As with the walls, Intello Plus provided the airtightness, intelligent vapor control and reinforced membrane for a practical, cost-effective and safe way to insulate the dormitory roof with dense-packed cellulose. An additional layer of Roxul ComfortBoard was added inboard to provide a thermal break along with fire rating for the attic.

[Photo credit: Smith & Vansant Architects]

Step 1: After taping/caulking surfaces were swept clean (see “Dust is not airtight, so don’t tape to it“), Intello Plus was stapled to rafters and caulked to the floor, and then the seams were taped. Structural and service penetrations were diligently taped.

Step 2: A number of brick interior and end walls interrupted the roof. Brick work is pretty leaky — the mortar joints are air transfer paths. It has been reported by the Passivhaus Institut that plastering the brick for 3′ 6″ (1 meter) will make the brick/mortar joints sufficiently airtight. There are several options to connect this plaster in an airtight manner to the roof Intello.

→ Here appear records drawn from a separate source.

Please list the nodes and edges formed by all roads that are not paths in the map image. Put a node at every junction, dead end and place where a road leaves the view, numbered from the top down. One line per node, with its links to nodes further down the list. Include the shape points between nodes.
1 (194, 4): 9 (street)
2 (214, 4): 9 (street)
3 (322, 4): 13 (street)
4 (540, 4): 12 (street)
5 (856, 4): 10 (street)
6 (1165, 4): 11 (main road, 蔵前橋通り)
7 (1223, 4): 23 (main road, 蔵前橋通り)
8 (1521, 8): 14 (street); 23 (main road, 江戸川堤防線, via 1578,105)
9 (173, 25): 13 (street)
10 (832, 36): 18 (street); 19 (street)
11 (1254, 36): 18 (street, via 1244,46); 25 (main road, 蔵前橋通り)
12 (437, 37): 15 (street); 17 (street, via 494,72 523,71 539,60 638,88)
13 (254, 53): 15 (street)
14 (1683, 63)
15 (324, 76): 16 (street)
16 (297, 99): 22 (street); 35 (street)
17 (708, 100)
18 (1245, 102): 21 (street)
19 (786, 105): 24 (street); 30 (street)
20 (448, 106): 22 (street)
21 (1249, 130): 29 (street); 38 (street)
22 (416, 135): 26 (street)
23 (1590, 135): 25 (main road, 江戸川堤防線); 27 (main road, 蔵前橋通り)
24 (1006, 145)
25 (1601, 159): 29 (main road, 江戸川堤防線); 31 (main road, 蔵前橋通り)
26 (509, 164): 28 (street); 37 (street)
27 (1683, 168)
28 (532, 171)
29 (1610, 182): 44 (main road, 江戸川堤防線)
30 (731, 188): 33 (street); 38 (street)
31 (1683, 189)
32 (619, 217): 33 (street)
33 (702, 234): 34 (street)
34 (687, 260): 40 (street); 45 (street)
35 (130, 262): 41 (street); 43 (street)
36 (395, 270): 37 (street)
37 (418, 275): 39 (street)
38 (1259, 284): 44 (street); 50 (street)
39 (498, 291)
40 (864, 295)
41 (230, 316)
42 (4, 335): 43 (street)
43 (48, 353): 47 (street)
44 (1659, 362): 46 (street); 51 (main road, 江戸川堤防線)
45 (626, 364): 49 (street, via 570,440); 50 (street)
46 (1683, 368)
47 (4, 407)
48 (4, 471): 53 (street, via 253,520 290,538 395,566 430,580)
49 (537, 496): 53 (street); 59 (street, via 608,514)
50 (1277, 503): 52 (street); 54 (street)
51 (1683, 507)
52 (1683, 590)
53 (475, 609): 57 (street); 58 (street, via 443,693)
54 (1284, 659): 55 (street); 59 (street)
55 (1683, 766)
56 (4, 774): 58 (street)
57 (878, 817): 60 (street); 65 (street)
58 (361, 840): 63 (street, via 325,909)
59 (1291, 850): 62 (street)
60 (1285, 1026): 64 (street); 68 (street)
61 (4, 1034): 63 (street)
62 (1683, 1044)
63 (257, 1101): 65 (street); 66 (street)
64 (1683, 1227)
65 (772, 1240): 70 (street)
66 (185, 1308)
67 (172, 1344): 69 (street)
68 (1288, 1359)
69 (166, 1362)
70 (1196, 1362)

[Photo credit: Smith & Vansant Architects]

For this project, Intello was taped to the brick with Tescon Vana and Tescon Primer RP.

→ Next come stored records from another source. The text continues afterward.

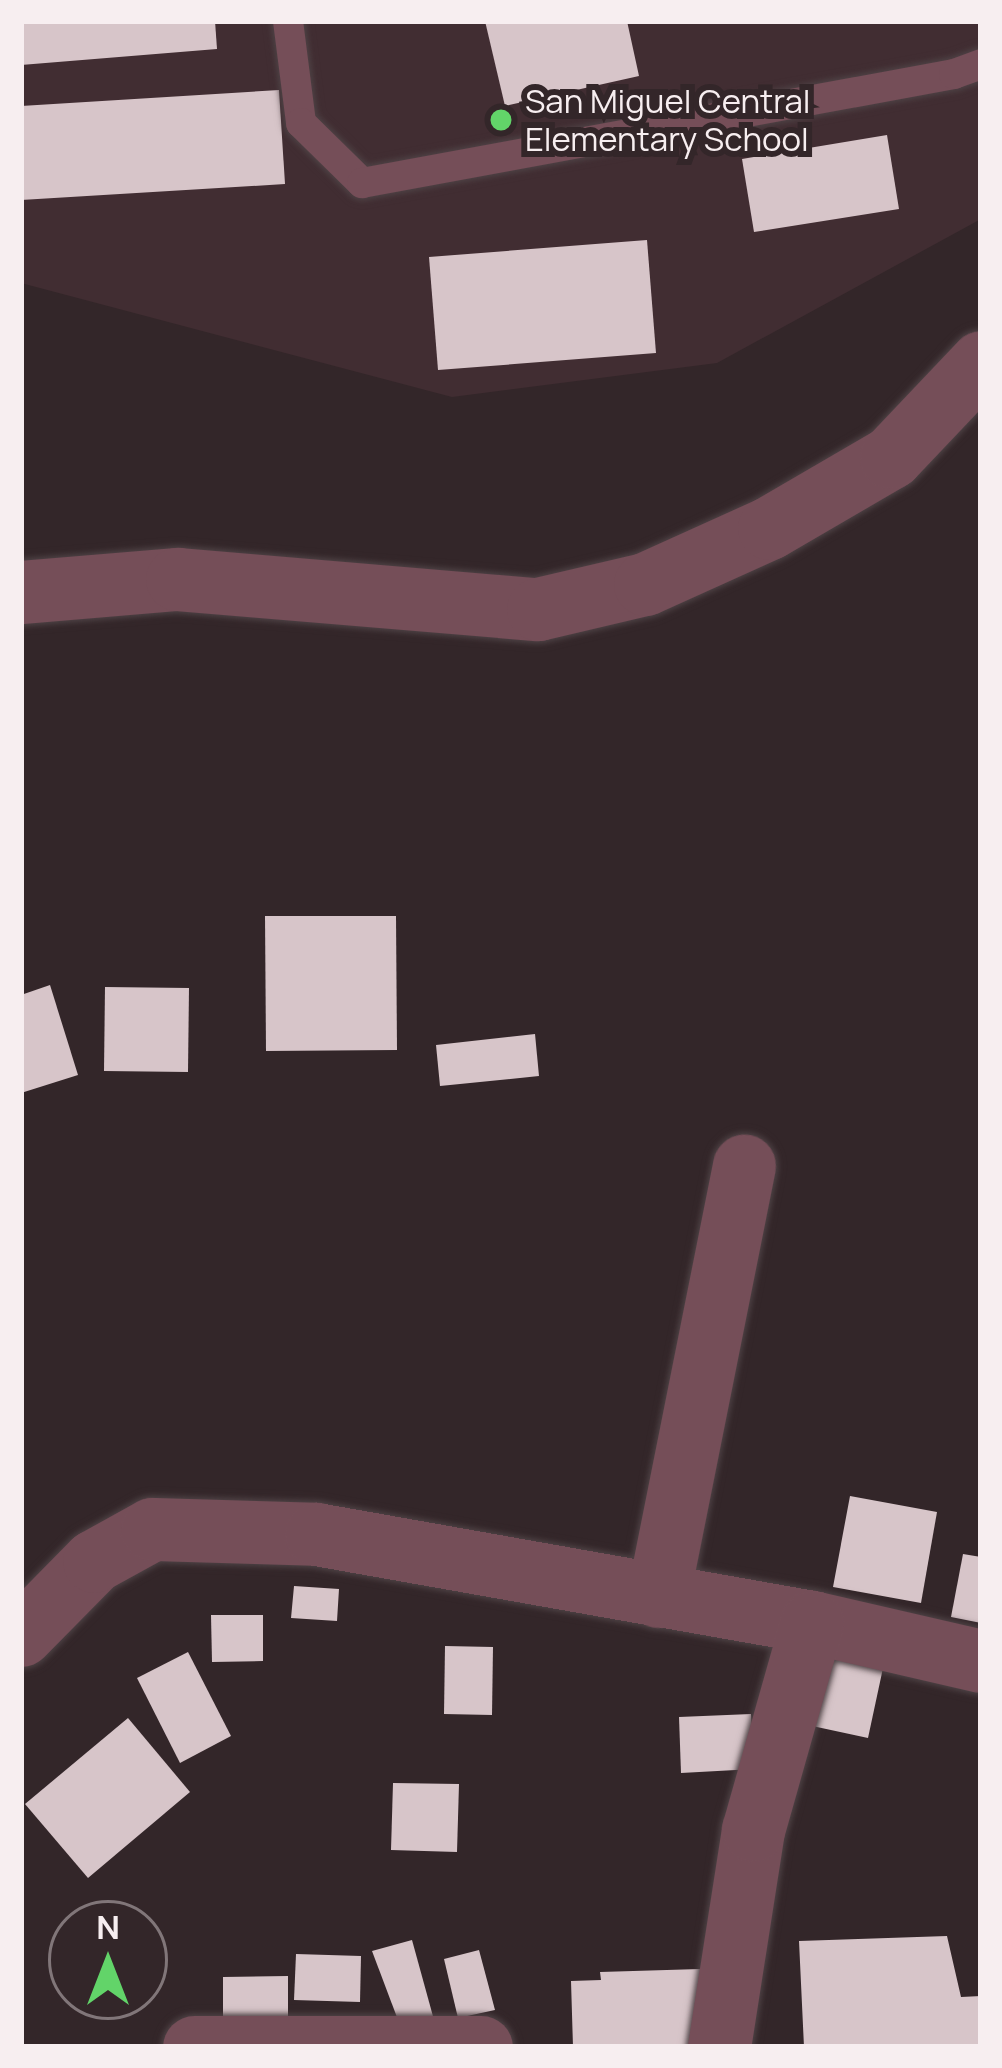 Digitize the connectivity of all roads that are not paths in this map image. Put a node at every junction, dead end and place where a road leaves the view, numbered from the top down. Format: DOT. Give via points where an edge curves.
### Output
graph roads {
  1 [pos="288,21"];
  2 [pos="981,64"];
  3 [pos="981,362"];
  4 [pos="21,592"];
  5 [pos="744,1166"];
  6 [pos="658,1596"];
  7 [pos="812,1622"];
  8 [pos="21,1635"];
  9 [pos="981,1661"];
  10 [pos="194,2047"];
  11 [pos="481,2047"];
  12 [pos="719,2047"];
  1 -- 2 [label="lane" via="301,123 362,183"];
  3 -- 4 [label="street" via="891,457 769,528 624,589 538,609 177,579"];
  5 -- 6 [label="street"];
  6 -- 7 [label="street"];
  6 -- 8 [label="street" via="316,1534 152,1529 94,1561"];
  7 -- 9 [label="street"];
  7 -- 12 [label="street" via="753,1830"];
  10 -- 11 [label="street"];
}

[Photo credit: Smith & Vansant Architects]

Then the fleece side of the Vana was plastered over.

Step 3: After dense-packing behind the Intello Plus and taping the blow holes, the slight bulges were rolled flat.

[Photo credit: Smith & Vansant Architects]

Then the 2-inch-thick rigid mineral wool boards were secured through to the rafters.

[Photo credit: Smith & Vansant Architects]

Mineral wool boards were also added at end walls.

The renovation work is reversible

While no blower door tests were done to verify the final airtightness, Jon Haehnel from Zero by Degrees issued a comprehensive report of pressurized fog tests. He commented that the “air barrier system is performing well and that there has been careful attention to detail when making transitions in the air barrier”. The architects also praised the foam-free interior, noting that it “felt different” from spray foam projects.

Historic buildings cannot take a pass on addressing climate change mitigation. We can — and should — safely make our historic masonry walls more energy efficient (using WUFI as a guide). And historic roofs can also be brought to high performance — and done reversibly, with sustainable fibrous insulations such as cellulose and mineral wool.

Oliver Klein is the New England product consultant for 475 High Performance Building Supply. He is a LEED AP, Certified Passive House Consultant and registered architect in Massachusetts. Oliver has a Masters degree in Materials Science from Dartmouth College and a Masters in Architecture from Boston Architectural College.